Di bawah tangisan langit aku melangkah diam dalam keheninganku. Entah mengapa aku merasa begitu sepi di tengah kesibukkan kota ini. Orang-orang sibuk lalu-lalang di sekitarku, berjalan melewatiku begitu saja. Dan akupun melangkah diam di sana. Samar-samar sepertinya aku mendengar kalimat yang tak asing lagi di telingaku. Kuhentikan langkahku dan melihat sekitarku. “Aih…lucu banget! Kalo gw yang pake cocok gak ya? Mau donk! Beli dimana lo? Kembaran yuk!” Sungguh, kalimat yang membuatku amat muak! Aku sempat berpikir, “asyik juga kalau sekali-kali ‘kembaran’ dengan seseorang yang mungkin saja akan menjadi sahabatku, seorang teman dekat yang senasib sepenanggunggan”. Akan tetapi, bila kalimat itu terlontar dari bibir Vannie, lain lagi ceritanya.
* * *
“Sa, si Ella kenapa sich?”
“Kenapa bagaimana?”
“Tau tuh, tumben-tumbenan dia nggak mau gue ajak makan. Lo tau sendirikan, tu anak nggak pernah nolak yang namanya makanan,” cerita Vannie menggebu-gebu.

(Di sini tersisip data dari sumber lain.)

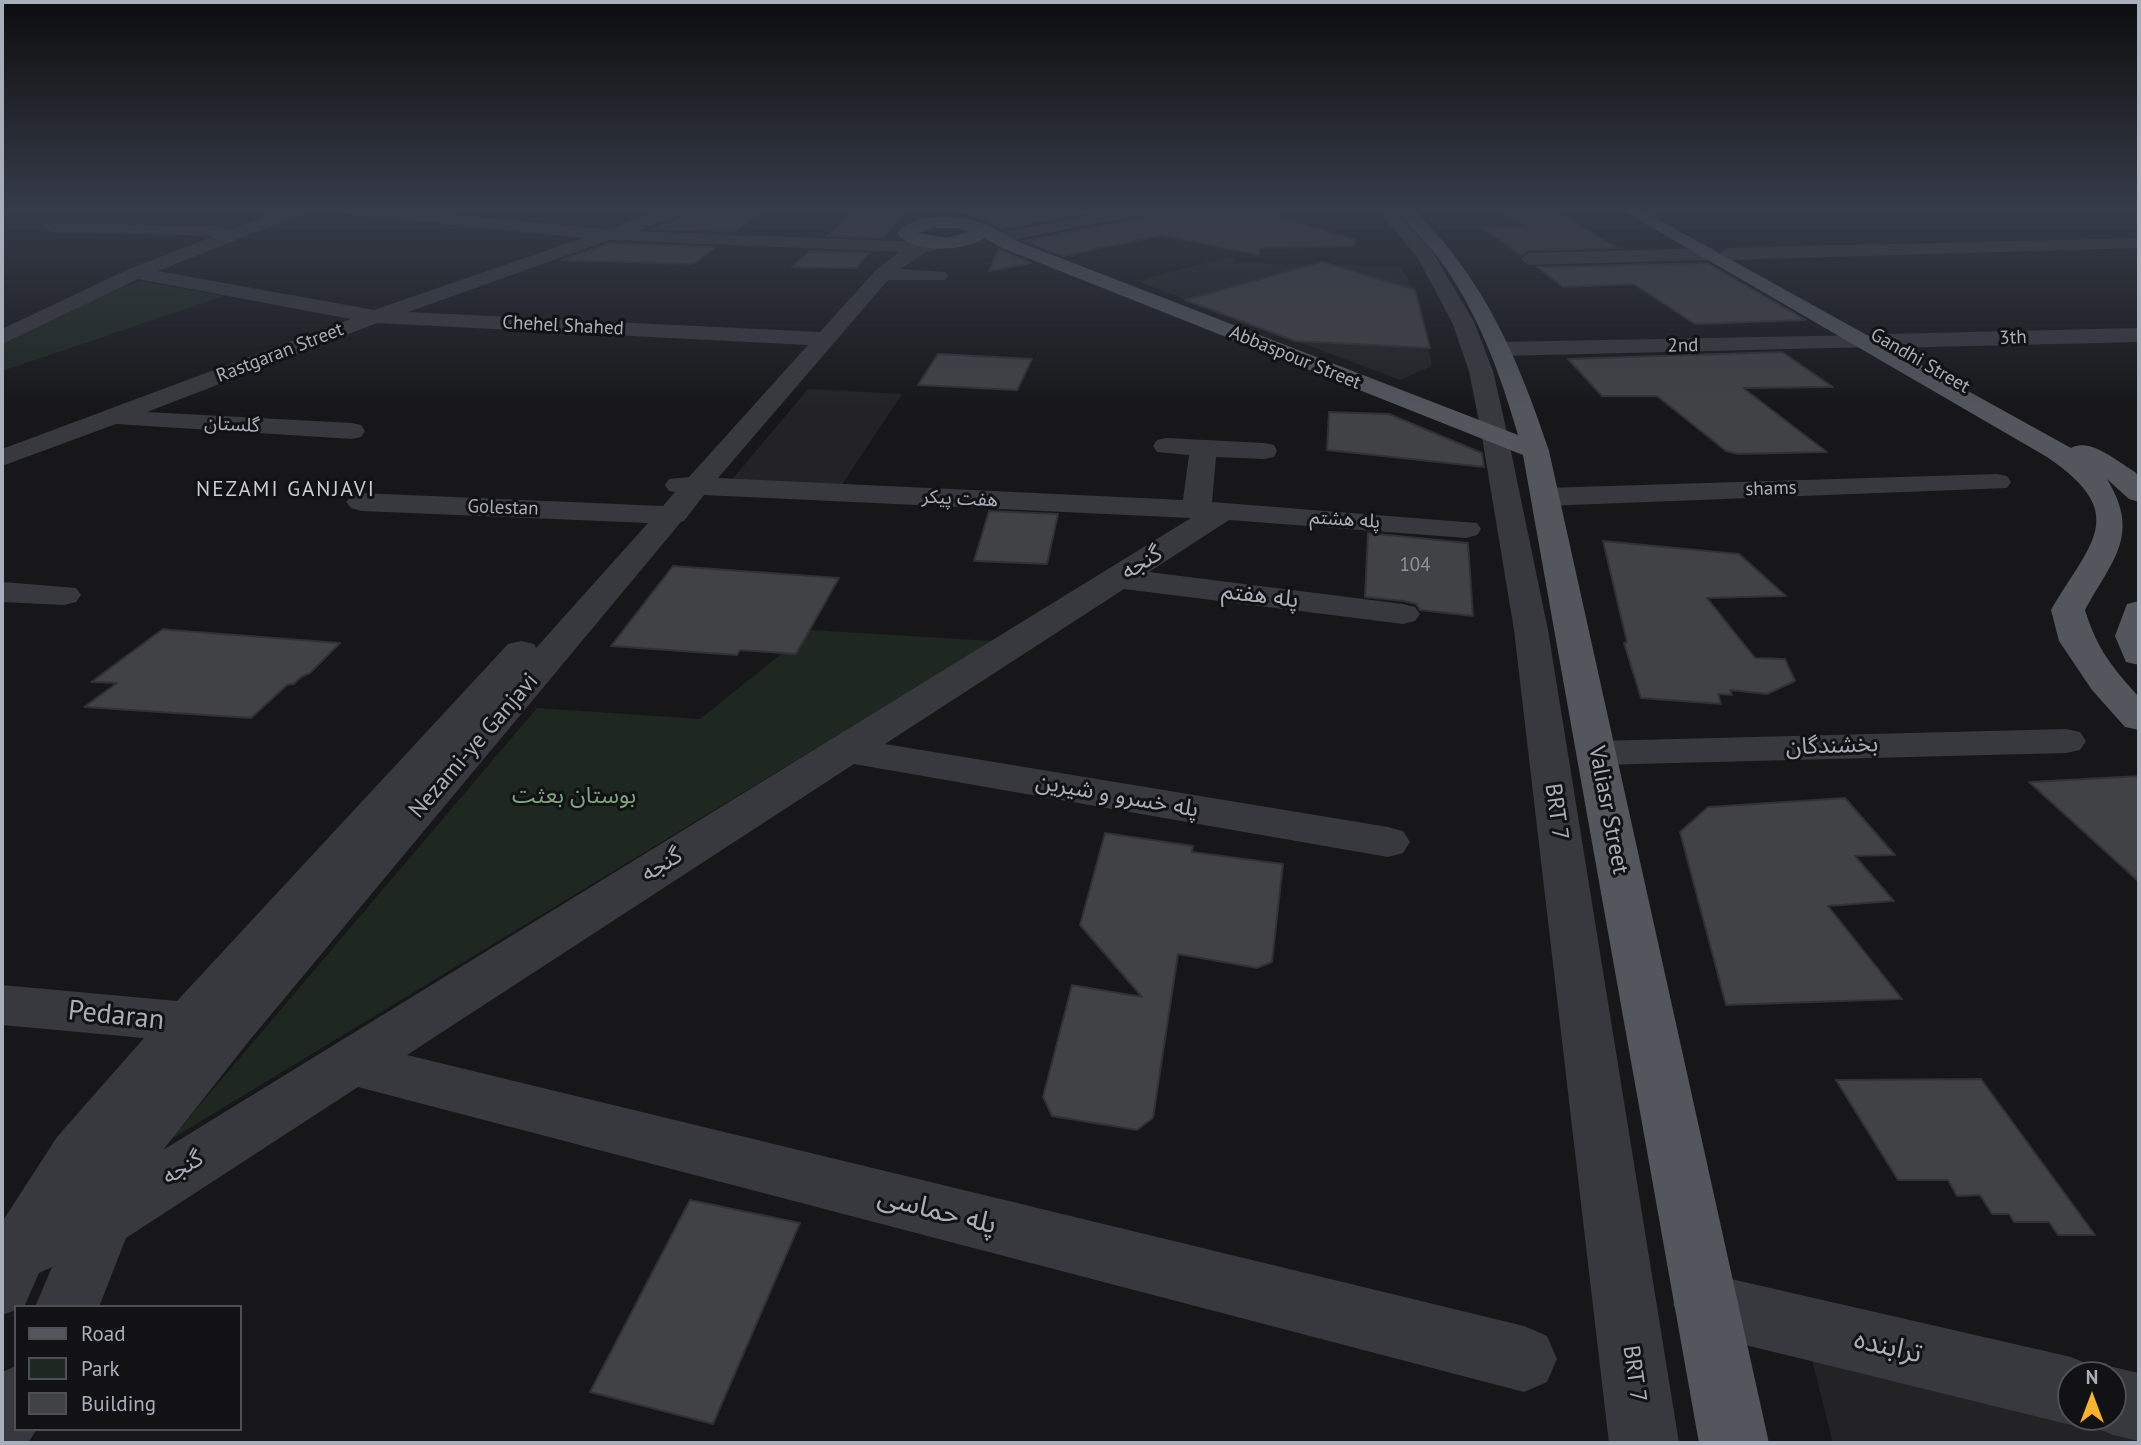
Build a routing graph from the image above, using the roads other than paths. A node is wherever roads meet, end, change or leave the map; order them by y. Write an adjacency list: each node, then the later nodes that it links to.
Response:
1 (127, 277): 11 (street)
2 (160, 277): 9 (street, Chehel Shahed)
3 (488, 277): 9 (street, Rastgaran Street)
4 (870, 277): 12 (street, Nezami-ye Ganjavi)
5 (1094, 277): 19 (main road, Abbaspour Street)
6 (1437, 277): 19 (street, BRT 7)
7 (1463, 277): 14 (main road, Valiasr Street)
8 (1761, 277): 13 (main road, Gandhi Street)
9 (375, 317): 12 (street, Chehel Shahed); 15 (street, Rastgaran Street)
10 (2139, 335): 13 (street, 3th)
11 (2, 337)
12 (815, 338): 28 (street, Nezami-ye Ganjavi)
13 (1877, 342): 14 (street, 2nd); 24 (main road, Gandhi Street); 26 (main road, Gandhi Street)
14 (1500, 349): 19 (main road, Valiasr Street)
15 (112, 417): 16 (street, گلستان); 18 (street, Rastgaran Street)
16 (352, 431)
17 (2, 433): 18 (street)
18 (43, 443): 23 (street, Rastgaran Street)
19 (1516, 444): 27 (main road, Valiasr Street); 54 (street, BRT 7)
20 (1166, 446): 21 (street)
21 (1203, 448): 22 (street); 30 (street)
22 (1264, 451)
23 (2, 458)
24 (2085, 472): 26 (main road); 38 (main road, Gandhi Street)
25 (1997, 482): 27 (street, shams)
26 (2133, 482)
27 (1545, 497): 41 (main road, Valiasr Street)
28 (671, 500): 29 (street, Golestan); 30 (street, هفت پیکر); 44 (street, Nezami-ye Ganjavi)
29 (361, 502)
30 (1210, 510): 31 (street, پله هشتم); 32 (street, گنجه)
31 (1466, 530)
32 (1117, 578): 36 (street, پله هفتم); 40 (street, گنجه)
33 (2, 592): 34 (street)
34 (64, 595)
35 (2139, 611): 37 (main road)
36 (1403, 614)
37 (2139, 654)
38 (2139, 719)
39 (2066, 741): 41 (street, بخشندگان)
40 (845, 750): 42 (street, پله خسرو و شیرین); 45 (street, گنجه)
41 (1597, 753): 48 (main road, Valiasr Street)
42 (1388, 842)
43 (2, 1004): 44 (street, Pedaran)
44 (210, 1024): 46 (street, Nezami-ye Ganjavi); 47 (street, Nezami-ye Ganjavi)
45 (350, 1063): 46 (street, گنجه); 50 (street, پله حماسی)
46 (102, 1220): 47 (street, گنجه); 49 (street, Nezami-ye Ganjavi)
47 (10, 1269)
48 (1705, 1304): 51 (street, ترابنده); 55 (main road, Valiasr Street)
49 (68, 1305)
50 (1524, 1359)
51 (2057, 1388)
52 (14, 1403): 53 (street)
53 (2, 1423)
54 (1644, 1443)
55 (1734, 1443)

“Dia baru makan kali,” jawabku asal tanpa melepaskan pandangan dari majalah di tanganku. Vannie tidak puas dengan jawabanku. Vannie berharap mendapat jawaban yang dapat memuaskan rasa ingin tahunya dariku, Sa, teman dekatnya yang akhir-akhir ini cukup akrab dengan Ella.
“Tapi dia ngomongnya nggak enak banget tadi. Pengen gue tonjok tu anak!” lanjut Vannie berapi-api. Rupa-rupanya suasana hati Vannie sepanas udara hari itu. Pagi-pagi buta matahari sudah tampak dan siang itu sinar panasnya amat menyilaukan. Untung saja tidak ada Joe di sana. Pantulan sinar mentari di kepalanya yang licin mungkin dapat membutakan mata.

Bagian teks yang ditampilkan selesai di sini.